WORK TO BE COMPLETED
The answer must be a single number: how many lines below contain "button".

DATA SUPPLIED

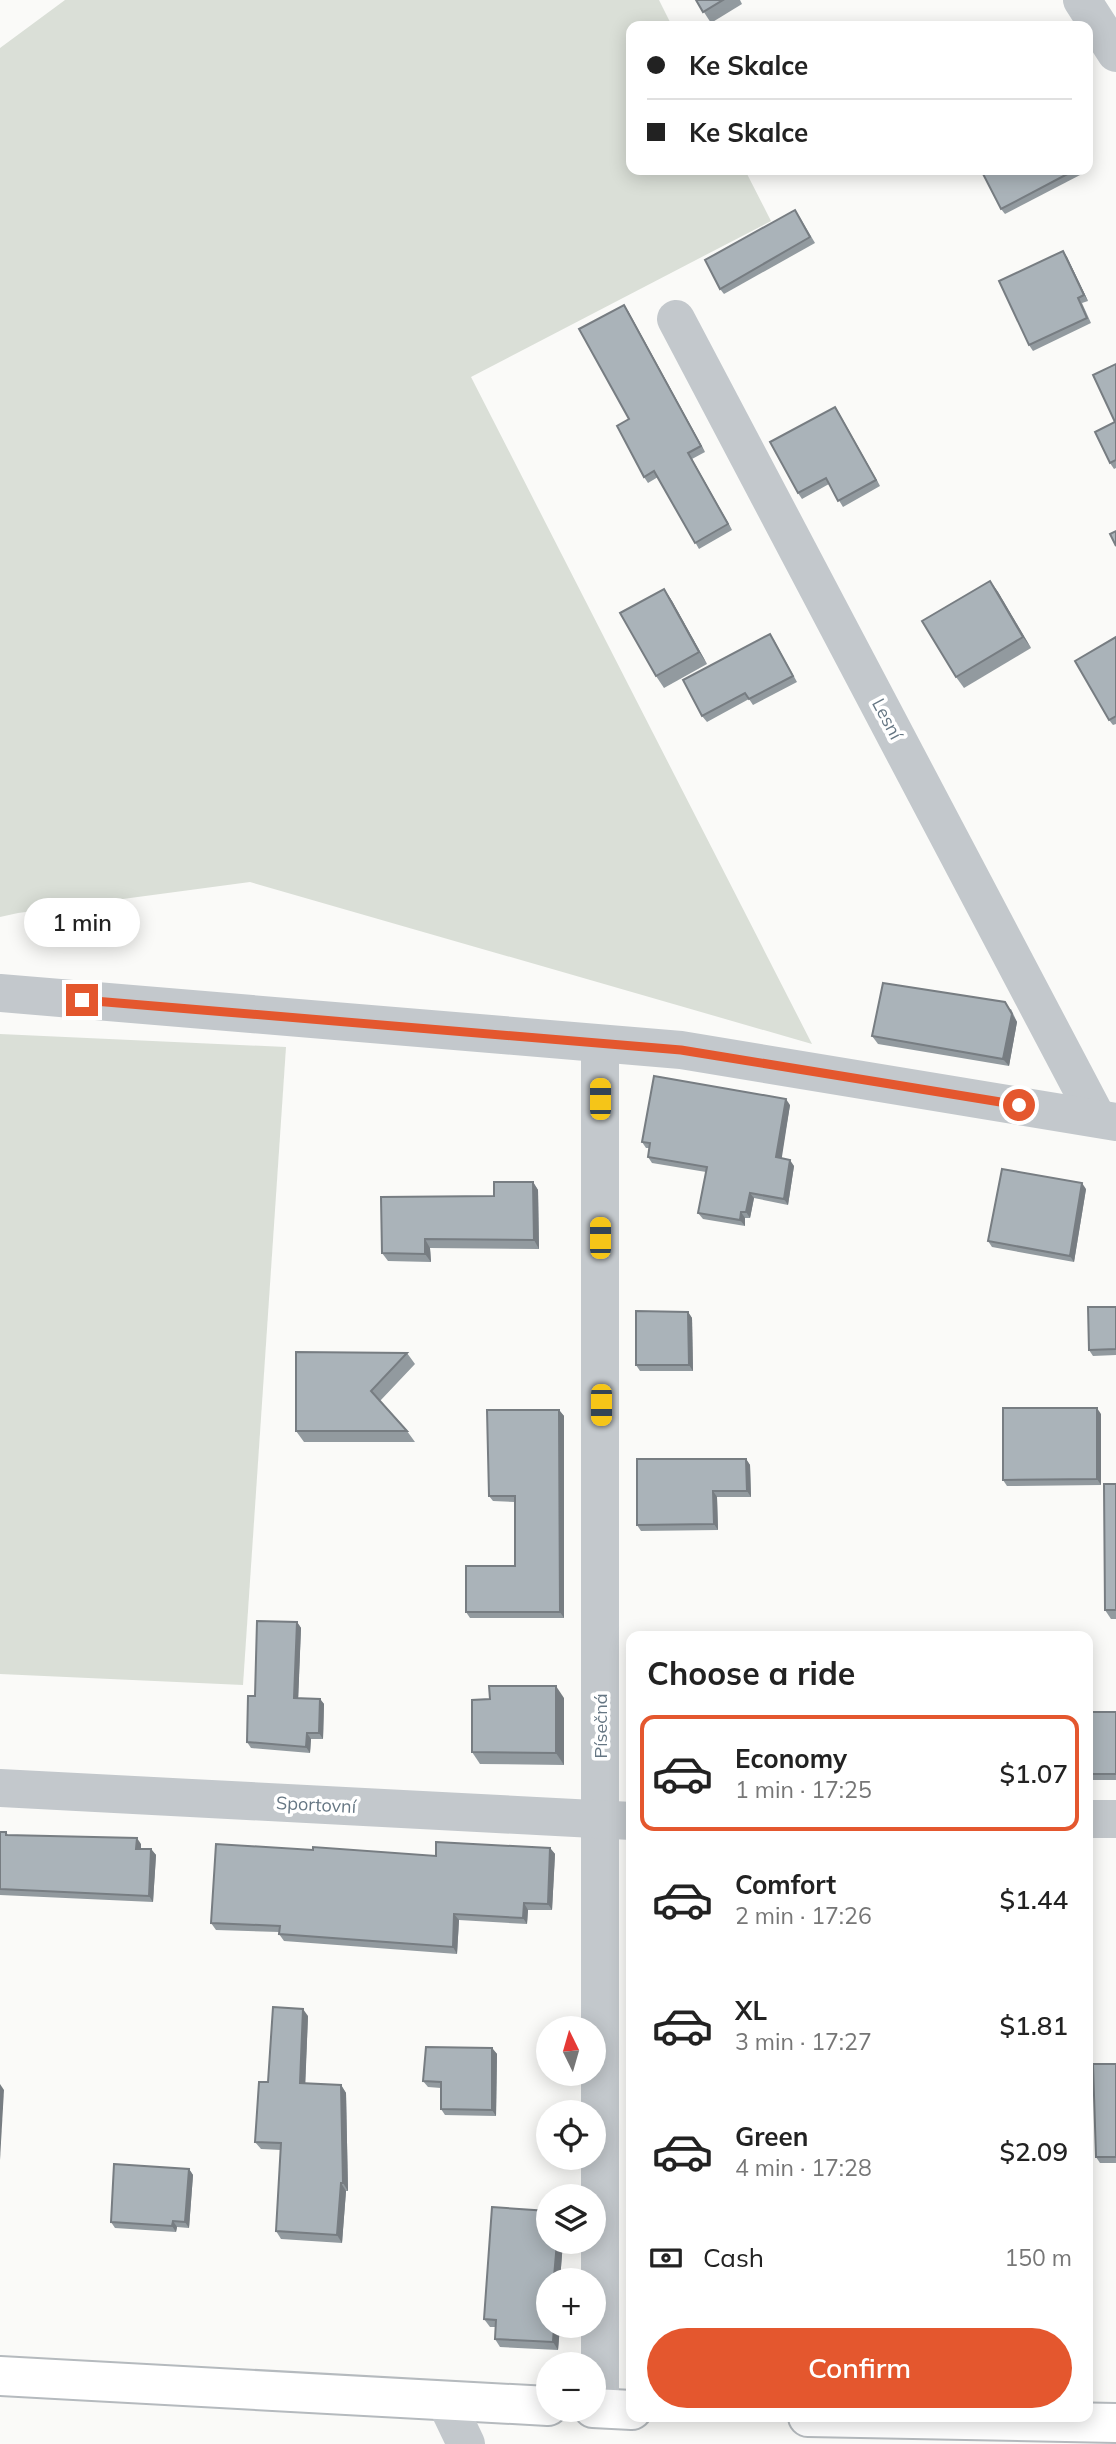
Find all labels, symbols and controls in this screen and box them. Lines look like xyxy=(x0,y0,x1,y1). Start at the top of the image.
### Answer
text: Ke Skalce xyxy=(689,49,808,82)
text: Ke Skalce xyxy=(689,116,808,149)
street label: Lesní xyxy=(867,694,909,745)
callout: 1 min xyxy=(24,898,140,948)
text: 1 min xyxy=(52,908,112,937)
route end xyxy=(66,984,98,1016)
car xyxy=(590,1078,611,1120)
route start xyxy=(1003,1089,1035,1121)
car xyxy=(590,1217,611,1259)
car xyxy=(591,1384,612,1426)
text: Choose a ride xyxy=(647,1653,855,1693)
street label: Písečná xyxy=(589,1694,612,1758)
icon: car xyxy=(651,1742,714,1805)
text: Economy xyxy=(735,1742,847,1775)
text: $1.07 xyxy=(999,1757,1068,1790)
text: 1 min · 17:25 xyxy=(735,1775,872,1804)
street label: Sportovní xyxy=(275,1791,358,1818)
icon: car xyxy=(651,1868,714,1931)
text: Comfort xyxy=(735,1868,836,1901)
text: $1.44 xyxy=(999,1883,1068,1916)
text: 2 min · 17:26 xyxy=(735,1901,872,1930)
icon: car xyxy=(651,1994,714,2057)
text: XL xyxy=(735,1994,767,2027)
text: $1.81 xyxy=(999,2009,1068,2042)
north arrow xyxy=(536,2016,606,2086)
map controls xyxy=(536,2016,606,2422)
text: 3 min · 17:27 xyxy=(735,2027,872,2056)
button: locate xyxy=(536,2100,606,2170)
icon: car xyxy=(651,2120,714,2183)
text: Green xyxy=(735,2120,808,2153)
text: $2.09 xyxy=(999,2135,1068,2168)
text: 4 min · 17:28 xyxy=(735,2153,872,2182)
button: layers xyxy=(536,2184,606,2254)
icon: cash xyxy=(647,2239,685,2277)
text: Cash xyxy=(703,2241,764,2274)
text: 150 m xyxy=(1004,2243,1072,2272)
button: + xyxy=(536,2268,606,2338)
button: Confirm xyxy=(647,2328,1072,2408)
button: − xyxy=(536,2352,606,2422)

SOLUTION TO THIS PROBLEM
5